Till now the US has been surviving due its over-valued dollar. If the US dollar goes down to its Purchasing Power Parity (PPP) value, there will be a complete collapse of the US economy, akin to the Russian economy during 1990s. In Purchasing Power Parity (PPP) terms one dollar is 10 to 11 rupees only, i.e. the US dollar is six times over-valued vis-à-vis the Indian rupee. Right now, even after massive loss of manufacturing jobs, the living standard of even an American hourly wage is very high as compared to the rest of the world. Once China pulls the carpet underneath the US dollar, the US median household income, which is about $56,000 a year in 2016, would go down to less than $10,000 a year in terms of purchasing power. Half of US households would then be homeless and would find it hard to even survive as their entire money would be good only for food with nothing left for housing and health care.

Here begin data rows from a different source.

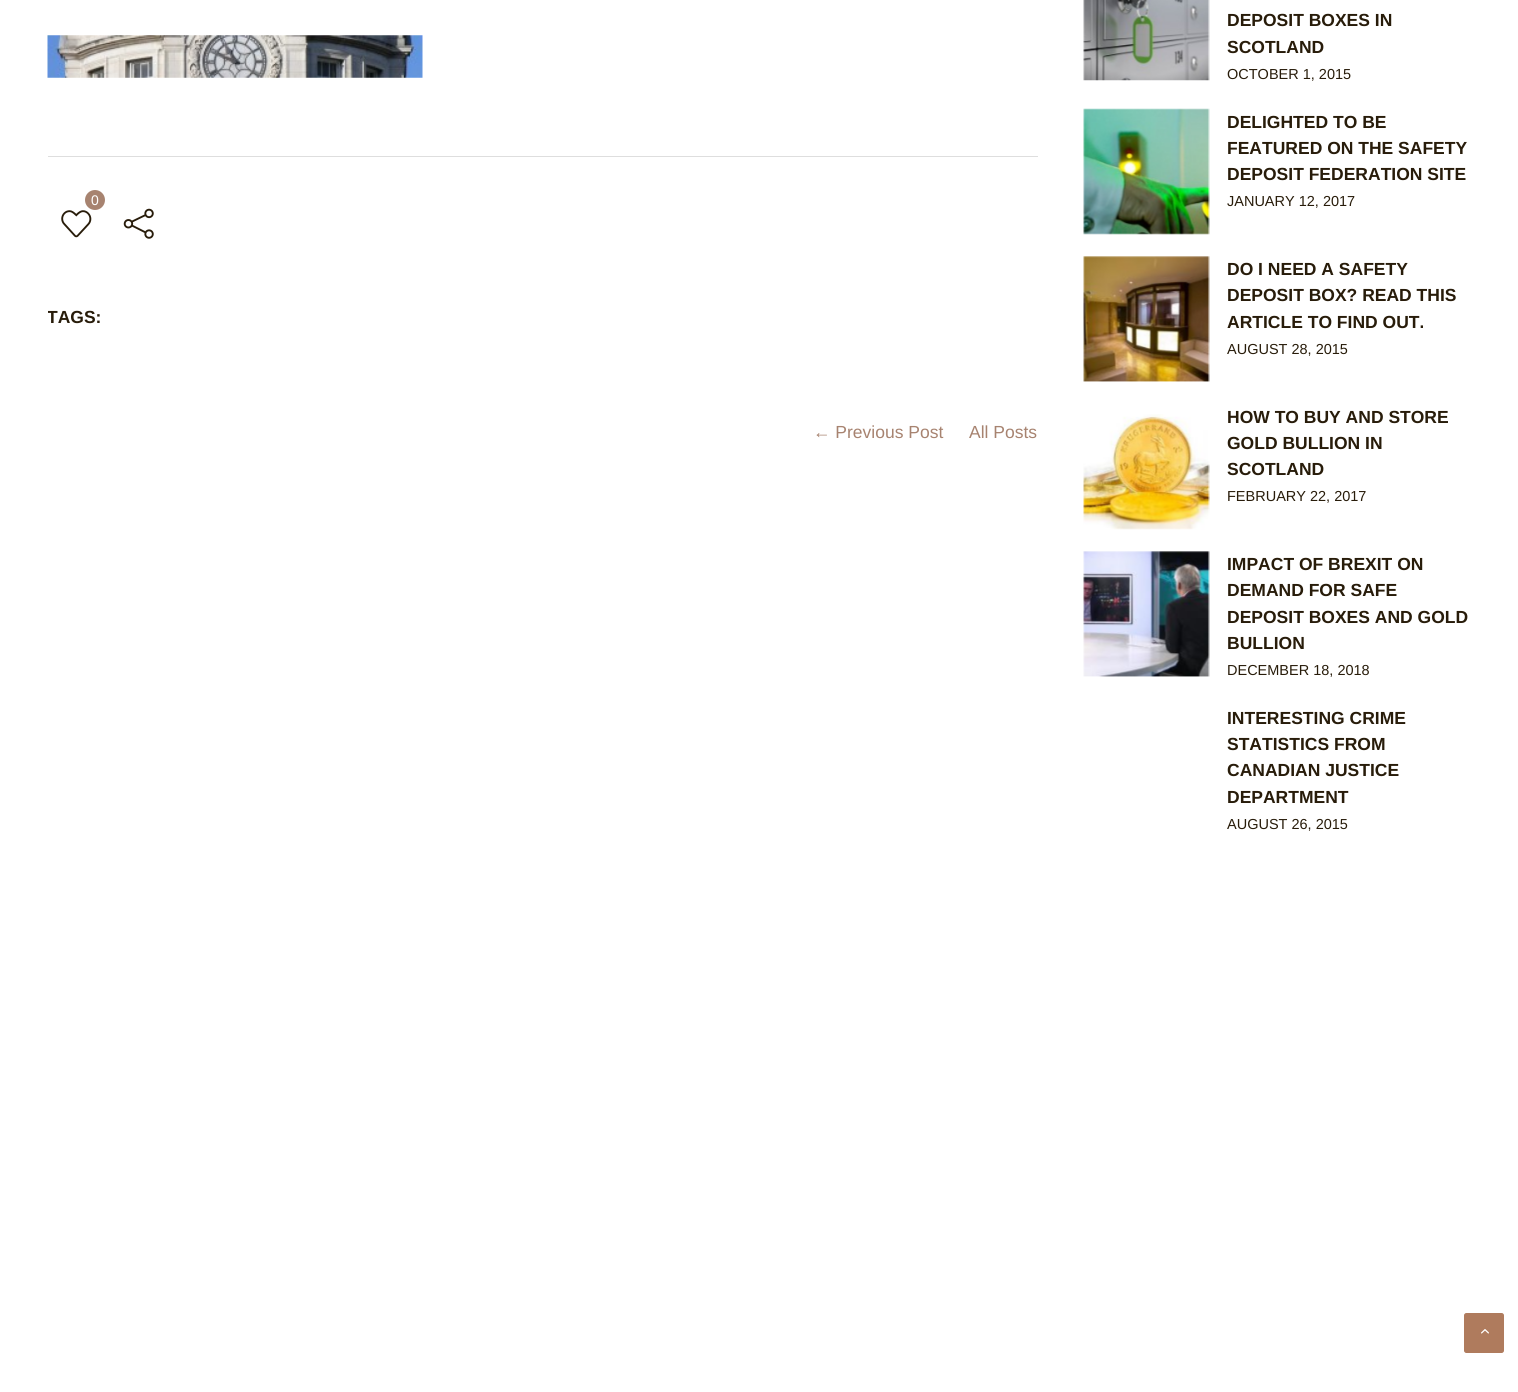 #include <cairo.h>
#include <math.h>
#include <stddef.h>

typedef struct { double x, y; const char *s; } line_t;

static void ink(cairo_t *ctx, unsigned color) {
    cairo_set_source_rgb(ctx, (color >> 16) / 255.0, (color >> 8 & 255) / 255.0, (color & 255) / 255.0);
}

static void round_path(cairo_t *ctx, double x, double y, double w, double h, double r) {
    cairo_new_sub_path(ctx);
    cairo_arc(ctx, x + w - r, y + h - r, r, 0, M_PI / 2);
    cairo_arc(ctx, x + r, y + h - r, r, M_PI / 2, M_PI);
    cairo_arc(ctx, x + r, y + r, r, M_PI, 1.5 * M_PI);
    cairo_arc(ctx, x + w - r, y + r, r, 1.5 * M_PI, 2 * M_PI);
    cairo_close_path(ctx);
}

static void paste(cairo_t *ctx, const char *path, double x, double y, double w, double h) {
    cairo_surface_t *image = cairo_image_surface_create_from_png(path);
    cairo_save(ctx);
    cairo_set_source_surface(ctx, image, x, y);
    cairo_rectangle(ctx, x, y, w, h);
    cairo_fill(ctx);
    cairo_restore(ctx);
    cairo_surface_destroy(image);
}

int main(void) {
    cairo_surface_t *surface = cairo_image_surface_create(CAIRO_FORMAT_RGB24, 1518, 1392);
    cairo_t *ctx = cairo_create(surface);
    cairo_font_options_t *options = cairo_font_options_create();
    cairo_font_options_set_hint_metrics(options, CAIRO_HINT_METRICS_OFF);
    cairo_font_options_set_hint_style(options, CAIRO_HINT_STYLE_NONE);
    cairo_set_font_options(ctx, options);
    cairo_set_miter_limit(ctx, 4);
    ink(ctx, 0xFFFFFF);
    cairo_paint(ctx);
    paste(ctx, "media/1.png", 47, 35, 376, 43);
    ink(ctx, 0xDEDEDE);
    cairo_rectangle(ctx, 48, 156, 990, 1);
    cairo_fill(ctx);
    ink(ctx, 0xA78370);
    cairo_arc(ctx, 95, 200, 10, 0, 2 * M_PI);
    cairo_fill(ctx);
    cairo_select_font_face(ctx, "Liberation Sans", CAIRO_FONT_SLANT_NORMAL, CAIRO_FONT_WEIGHT_NORMAL);
    cairo_set_font_size(ctx, 14);
    ink(ctx, 0xFFFFFF);
    cairo_move_to(ctx, 91, 205);
    cairo_show_text(ctx, "0");
    paste(ctx, "media/2.png", 61, 210, 31, 28);
    paste(ctx, "media/3.png", 123, 208, 31, 31);
    cairo_save(ctx);
    cairo_rectangle(ctx, 48, 0, 990, 490);
    cairo_clip(ctx);
    cairo_select_font_face(ctx, "Liberation Sans", CAIRO_FONT_SLANT_NORMAL, CAIRO_FONT_WEIGHT_BOLD);
    cairo_set_font_size(ctx, 17.5);
    ink(ctx, 0x281C0A);
    cairo_move_to(ctx, 47, 323);
    cairo_show_text(ctx, "TAGS:");
    cairo_restore(ctx);
    cairo_set_font_size(ctx, 17.5);
    ink(ctx, 0xA78370);
    cairo_move_to(ctx, 813, 438);
    cairo_show_text(ctx, "← Previous Post");
    cairo_move_to(ctx, 969, 438);
    cairo_show_text(ctx, "All Posts");
    paste(ctx, "media/4.png", 1083, 0, 127, 81);
    cairo_select_font_face(ctx, "Liberation Sans", CAIRO_FONT_SLANT_NORMAL, CAIRO_FONT_WEIGHT_BOLD);
    ink(ctx, 0x281C0A);
    cairo_move_to(ctx, 1227, 26);
    cairo_show_text(ctx, "DEPOSIT BOXES IN");
    cairo_move_to(ctx, 1227, 53);
    cairo_show_text(ctx, "SCOTLAND");
    cairo_select_font_face(ctx, "Liberation Sans", CAIRO_FONT_SLANT_NORMAL, CAIRO_FONT_WEIGHT_NORMAL);
    cairo_set_font_size(ctx, 14.5);
    cairo_move_to(ctx, 1227, 79);
    cairo_show_text(ctx, "OCTOBER 1, 2015");
    paste(ctx, "media/5.png", 1083, 108, 127, 127);
    cairo_select_font_face(ctx, "Liberation Sans", CAIRO_FONT_SLANT_NORMAL, CAIRO_FONT_WEIGHT_BOLD);
    cairo_set_font_size(ctx, 17.5);
    {
        static const line_t items[] = {
            {1227, 128, "DELIGHTED TO BE"},
            {1227, 154, "FEATURED ON THE SAFETY"},
            {1227, 180, "DEPOSIT FEDERATION SITE"},
        };
        for (size_t i = 0; i < sizeof items / sizeof *items; i++) {
            cairo_move_to(ctx, items[i].x, items[i].y);
            cairo_show_text(ctx, items[i].s);
        }
    }
    cairo_select_font_face(ctx, "Liberation Sans", CAIRO_FONT_SLANT_NORMAL, CAIRO_FONT_WEIGHT_NORMAL);
    cairo_set_font_size(ctx, 14.5);
    cairo_move_to(ctx, 1227, 206);
    cairo_show_text(ctx, "JANUARY 12, 2017");
    paste(ctx, "media/6.png", 1083, 256, 127, 126);
    cairo_select_font_face(ctx, "Liberation Sans", CAIRO_FONT_SLANT_NORMAL, CAIRO_FONT_WEIGHT_BOLD);
    cairo_set_font_size(ctx, 17.5);
    {
        static const line_t items[] = {
            {1227, 275, "DO I NEED A SAFETY"},
            {1227, 301, "DEPOSIT BOX? READ THIS"},
            {1227, 328, "ARTICLE TO FIND OUT."},
        };
        for (size_t i = 0; i < sizeof items / sizeof *items; i++) {
            cairo_move_to(ctx, items[i].x, items[i].y);
            cairo_show_text(ctx, items[i].s);
        }
    }
    cairo_select_font_face(ctx, "Liberation Sans", CAIRO_FONT_SLANT_NORMAL, CAIRO_FONT_WEIGHT_NORMAL);
    cairo_set_font_size(ctx, 14.5);
    cairo_move_to(ctx, 1227, 354);
    cairo_show_text(ctx, "AUGUST 28, 2015");
    paste(ctx, "media/7.png", 1083, 414, 127, 116);
    cairo_select_font_face(ctx, "Liberation Sans", CAIRO_FONT_SLANT_NORMAL, CAIRO_FONT_WEIGHT_BOLD);
    cairo_set_font_size(ctx, 17.5);
    {
        static const line_t items[] = {
            {1227, 423, "HOW TO BUY AND STORE"},
            {1227, 449, "GOLD BULLION IN"},
            {1227, 475, "SCOTLAND"},
        };
        for (size_t i = 0; i < sizeof items / sizeof *items; i++) {
            cairo_move_to(ctx, items[i].x, items[i].y);
            cairo_show_text(ctx, items[i].s);
        }
    }
    cairo_select_font_face(ctx, "Liberation Sans", CAIRO_FONT_SLANT_NORMAL, CAIRO_FONT_WEIGHT_NORMAL);
    cairo_set_font_size(ctx, 14.5);
    cairo_move_to(ctx, 1227, 501);
    cairo_show_text(ctx, "FEBRUARY 22, 2017");
    paste(ctx, "media/8.png", 1083, 551, 127, 126);
    cairo_select_font_face(ctx, "Liberation Sans", CAIRO_FONT_SLANT_NORMAL, CAIRO_FONT_WEIGHT_BOLD);
    cairo_set_font_size(ctx, 17.5);
    {
        static const line_t items[] = {
            {1227, 570, "IMPACT OF BREXIT ON"},
            {1227, 596, "DEMAND FOR SAFE"},
            {1227, 623, "DEPOSIT BOXES AND GOLD"},
            {1227, 649, "BULLION"},
        };
        for (size_t i = 0; i < sizeof items / sizeof *items; i++) {
            cairo_move_to(ctx, items[i].x, items[i].y);
            cairo_show_text(ctx, items[i].s);
        }
    }
    cairo_select_font_face(ctx, "Liberation Sans", CAIRO_FONT_SLANT_NORMAL, CAIRO_FONT_WEIGHT_NORMAL);
    cairo_set_font_size(ctx, 14.5);
    cairo_move_to(ctx, 1227, 675);
    cairo_show_text(ctx, "DECEMBER 18, 2018");
    cairo_select_font_face(ctx, "Liberation Sans", CAIRO_FONT_SLANT_NORMAL, CAIRO_FONT_WEIGHT_BOLD);
    cairo_set_font_size(ctx, 17.5);
    {
        static const line_t items[] = {
            {1227, 724, "INTERESTING CRIME"},
            {1227, 750, "STATISTICS FROM"},
            {1227, 776, "CANADIAN JUSTICE"},
            {1227, 803, "DEPARTMENT"},
        };
        for (size_t i = 0; i < sizeof items / sizeof *items; i++) {
            cairo_move_to(ctx, items[i].x, items[i].y);
            cairo_show_text(ctx, items[i].s);
        }
    }
    cairo_select_font_face(ctx, "Liberation Sans", CAIRO_FONT_SLANT_NORMAL, CAIRO_FONT_WEIGHT_NORMAL);
    cairo_set_font_size(ctx, 14.5);
    cairo_move_to(ctx, 1227, 829);
    cairo_show_text(ctx, "AUGUST 26, 2015");
    ink(ctx, 0xAF7B5D);
    round_path(ctx, 1464.5, 1313.5, 39, 39, 2);
    cairo_fill_preserve(ctx);
    cairo_set_line_width(ctx, 1);
    cairo_stroke(ctx);
    paste(ctx, "media/9.png", 1481, 1329, 8, 5);
    cairo_surface_write_to_png(surface, "image.png");
    cairo_font_options_destroy(options);
    cairo_destroy(ctx);
    cairo_surface_destroy(surface);
    return 0;
}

In an op-ed article, published in the New York Times, William Grieder, a bestselling author, wrote (“America's Truth Deficit,” New York Times, July 18, 2005):
“For years, elite opinion dismissed the buildup of foreign indebtedness as a trivial issue. Now that it is too large to deny, they concede the trend is "unsustainable." That's an economist's euphemism which means: things cannot go on like this, not without ugly consequences for American living standards. But why alarm the public?”
Rather than paying any money towards its principal, which right now stands above $19 trillion, the US has been accumulating additional debt of anywhere from $300 billion to $500 billion each year. While describing the US debt, Niall Ferguson, Laurence A. Tisch Professor of History at Harvard University said, ("In China’s Orbit", Niall Ferguson, December 1, 2010)
“With a debt-to-revenue ratio of 312 percent, Greece is in dire straits till now. However, the debt-to-revenue ratio of the United States is 358 percent, according to Morgan Stanley. The Congressional Budget Office estimates that interest payments on the federal debt will rise from 9 percent of federal tax revenues to 20 percent in 2020, 36 percent in 2030, and 58 percent in 2040. Only America’s “exorbitant privilege” of being able to print the world's premier reserve currency gives it breathing space. But this very privilege is under mounting attack from the Chinese government.
Media and people need to stop listening to those who believe in Reaganomics. They need to confront these economists, in interviews and meetings, so that they would stop preaching the fraudulent and bogus theory called “Reaganomics.” These economists have misled and mismanaged the Indian economy for nearly three decades, i.e. since the 1991 liberalization.
Even before thinking to become a super-power, a country needs to generate trade surplus, which the US did for more than 25-30 years following World War II, China since the early 2000s, and both Japan and Germany in recent decades. The latter two countries are economic super-powers but are too small to be military super-powers. Without having trade surplus and becoming self-sufficient in essential mass consumer items, India has no hope of becoming a super-power.